SketsaNusantara.id - Kabupaten Sleman dikenal sebagai salah satu daerah di DIY dengan desa wisata terbanyak.
Sejumlah desa wisata tumbuh dengan mengandalkan potensi alam dan kearifan lokal. Salah satu yang menarik perhatian wisatawan adalah Desa Wisata Blue Lagoon.
Desa wisata ini menawarkan pemandian alami dari mata air bawah tanah. Keunikan tersebut membedakannya dari desa wisata lain di Sleman. Air yang jernih dan suasana alami menjadi daya tarik utama.
Dilansir dari Jogjaprov.go.id, Desa Wisata Blue Lagoon berada di Desa Dalem, Widodomartani, Ngemplak, Sleman. Lokasinya terletak di kawasan lereng Gunung Merapi. Akses menuju lokasi terbilang mudah dari pusat Kota Yogyakarta.
Wisatawan dapat menuju Jalan Kaliurang ke arah utara. Perjalanan dilanjutkan hingga pertigaan Besi–Jangkang kilometer 13. Dari titik tersebut, pengunjung mengikuti jalur menuju Pasar Jangkang.
Sekitar seratus meter dari pertigaan, terdapat petunjuk menuju lokasi pemandian. Pemandian ini juga dikenal dengan nama Pemandian Tirta Budi. Kawasan wisata ini dapat dijangkau dengan kendaraan roda dua maupun roda empat.

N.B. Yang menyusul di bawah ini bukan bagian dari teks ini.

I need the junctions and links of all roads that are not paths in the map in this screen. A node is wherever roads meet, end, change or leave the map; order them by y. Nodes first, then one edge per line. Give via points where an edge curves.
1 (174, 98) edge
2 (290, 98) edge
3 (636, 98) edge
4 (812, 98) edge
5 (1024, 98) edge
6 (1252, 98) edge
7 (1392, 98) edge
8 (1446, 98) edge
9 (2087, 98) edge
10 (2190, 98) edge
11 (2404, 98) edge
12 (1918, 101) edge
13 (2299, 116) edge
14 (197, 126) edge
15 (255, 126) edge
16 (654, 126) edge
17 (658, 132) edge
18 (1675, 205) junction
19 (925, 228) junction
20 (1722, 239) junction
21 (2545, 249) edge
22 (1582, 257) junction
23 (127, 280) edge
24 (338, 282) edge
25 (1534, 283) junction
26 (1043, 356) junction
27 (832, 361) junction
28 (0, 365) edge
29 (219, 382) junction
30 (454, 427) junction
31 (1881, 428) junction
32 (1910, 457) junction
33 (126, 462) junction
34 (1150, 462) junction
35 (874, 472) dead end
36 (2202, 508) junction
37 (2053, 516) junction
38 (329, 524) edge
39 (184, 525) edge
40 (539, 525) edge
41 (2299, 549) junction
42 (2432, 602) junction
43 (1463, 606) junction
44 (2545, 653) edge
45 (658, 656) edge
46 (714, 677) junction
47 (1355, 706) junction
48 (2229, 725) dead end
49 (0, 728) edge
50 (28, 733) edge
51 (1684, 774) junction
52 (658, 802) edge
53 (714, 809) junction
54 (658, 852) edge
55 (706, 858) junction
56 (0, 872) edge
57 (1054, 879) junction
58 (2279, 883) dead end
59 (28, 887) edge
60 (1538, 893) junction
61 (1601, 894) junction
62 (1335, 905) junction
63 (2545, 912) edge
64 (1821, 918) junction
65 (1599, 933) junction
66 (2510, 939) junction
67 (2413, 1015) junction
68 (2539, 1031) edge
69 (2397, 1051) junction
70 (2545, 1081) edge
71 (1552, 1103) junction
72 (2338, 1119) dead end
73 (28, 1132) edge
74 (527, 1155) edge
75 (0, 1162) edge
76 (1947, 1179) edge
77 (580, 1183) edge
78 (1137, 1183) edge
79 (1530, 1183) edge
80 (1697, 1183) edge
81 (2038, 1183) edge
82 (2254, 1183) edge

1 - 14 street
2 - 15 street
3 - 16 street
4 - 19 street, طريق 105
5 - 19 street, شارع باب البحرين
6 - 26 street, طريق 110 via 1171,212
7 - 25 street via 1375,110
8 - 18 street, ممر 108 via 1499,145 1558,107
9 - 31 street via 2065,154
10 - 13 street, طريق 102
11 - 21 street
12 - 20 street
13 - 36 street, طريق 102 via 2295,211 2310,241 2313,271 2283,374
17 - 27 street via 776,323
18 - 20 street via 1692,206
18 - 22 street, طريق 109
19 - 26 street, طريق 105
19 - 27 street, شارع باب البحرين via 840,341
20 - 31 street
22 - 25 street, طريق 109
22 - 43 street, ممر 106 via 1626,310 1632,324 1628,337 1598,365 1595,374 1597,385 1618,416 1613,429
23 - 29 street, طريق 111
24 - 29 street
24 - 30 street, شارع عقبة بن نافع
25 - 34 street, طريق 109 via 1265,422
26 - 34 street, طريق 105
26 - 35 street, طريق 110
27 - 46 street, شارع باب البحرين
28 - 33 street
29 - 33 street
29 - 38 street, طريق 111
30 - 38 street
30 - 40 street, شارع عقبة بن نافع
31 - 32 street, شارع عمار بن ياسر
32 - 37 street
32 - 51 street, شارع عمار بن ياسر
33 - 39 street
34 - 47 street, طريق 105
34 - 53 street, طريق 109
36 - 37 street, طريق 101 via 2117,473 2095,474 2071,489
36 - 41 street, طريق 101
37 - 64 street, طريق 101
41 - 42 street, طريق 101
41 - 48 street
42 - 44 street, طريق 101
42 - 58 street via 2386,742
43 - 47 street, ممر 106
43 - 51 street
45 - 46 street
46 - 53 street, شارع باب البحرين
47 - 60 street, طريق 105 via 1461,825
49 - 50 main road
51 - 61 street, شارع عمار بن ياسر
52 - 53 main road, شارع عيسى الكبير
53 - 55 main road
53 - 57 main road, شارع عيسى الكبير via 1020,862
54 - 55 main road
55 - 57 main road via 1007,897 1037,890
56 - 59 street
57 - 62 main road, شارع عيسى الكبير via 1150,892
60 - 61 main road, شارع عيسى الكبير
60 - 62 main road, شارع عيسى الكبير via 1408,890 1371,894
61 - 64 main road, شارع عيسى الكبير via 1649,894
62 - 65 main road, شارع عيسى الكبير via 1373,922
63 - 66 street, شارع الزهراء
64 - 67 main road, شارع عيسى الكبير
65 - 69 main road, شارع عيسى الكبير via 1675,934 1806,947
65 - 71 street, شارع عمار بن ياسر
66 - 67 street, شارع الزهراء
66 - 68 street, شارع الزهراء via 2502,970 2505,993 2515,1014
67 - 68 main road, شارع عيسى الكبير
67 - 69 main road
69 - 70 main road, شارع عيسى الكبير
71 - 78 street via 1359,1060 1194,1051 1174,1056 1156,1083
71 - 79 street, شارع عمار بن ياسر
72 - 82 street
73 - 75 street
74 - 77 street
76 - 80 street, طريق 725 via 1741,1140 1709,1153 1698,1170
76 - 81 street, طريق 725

Sebelum dikenal luas, kawasan ini hanyalah desa biasa. Mata air di area tersebut awalnya dimanfaatkan untuk irigasi sawah. Lokasinya berada di tengah rimbunnya pepohonan bambu.
Perubahan mulai terjadi pada tahun 2014. Kelompok mahasiswa KKN mempublikasikan foto mata air ke media sosial. Sejak saat itu, wisatawan mulai berdatangan karena rasa penasaran.
Pengelolaan kawasan wisata dilakukan oleh Badan Usaha Milik Desa. Masyarakat setempat dilibatkan dalam pengembangan dan operasional wisata. Seiring meningkatnya kunjungan, fasilitas mulai dilengkapi secara bertahap.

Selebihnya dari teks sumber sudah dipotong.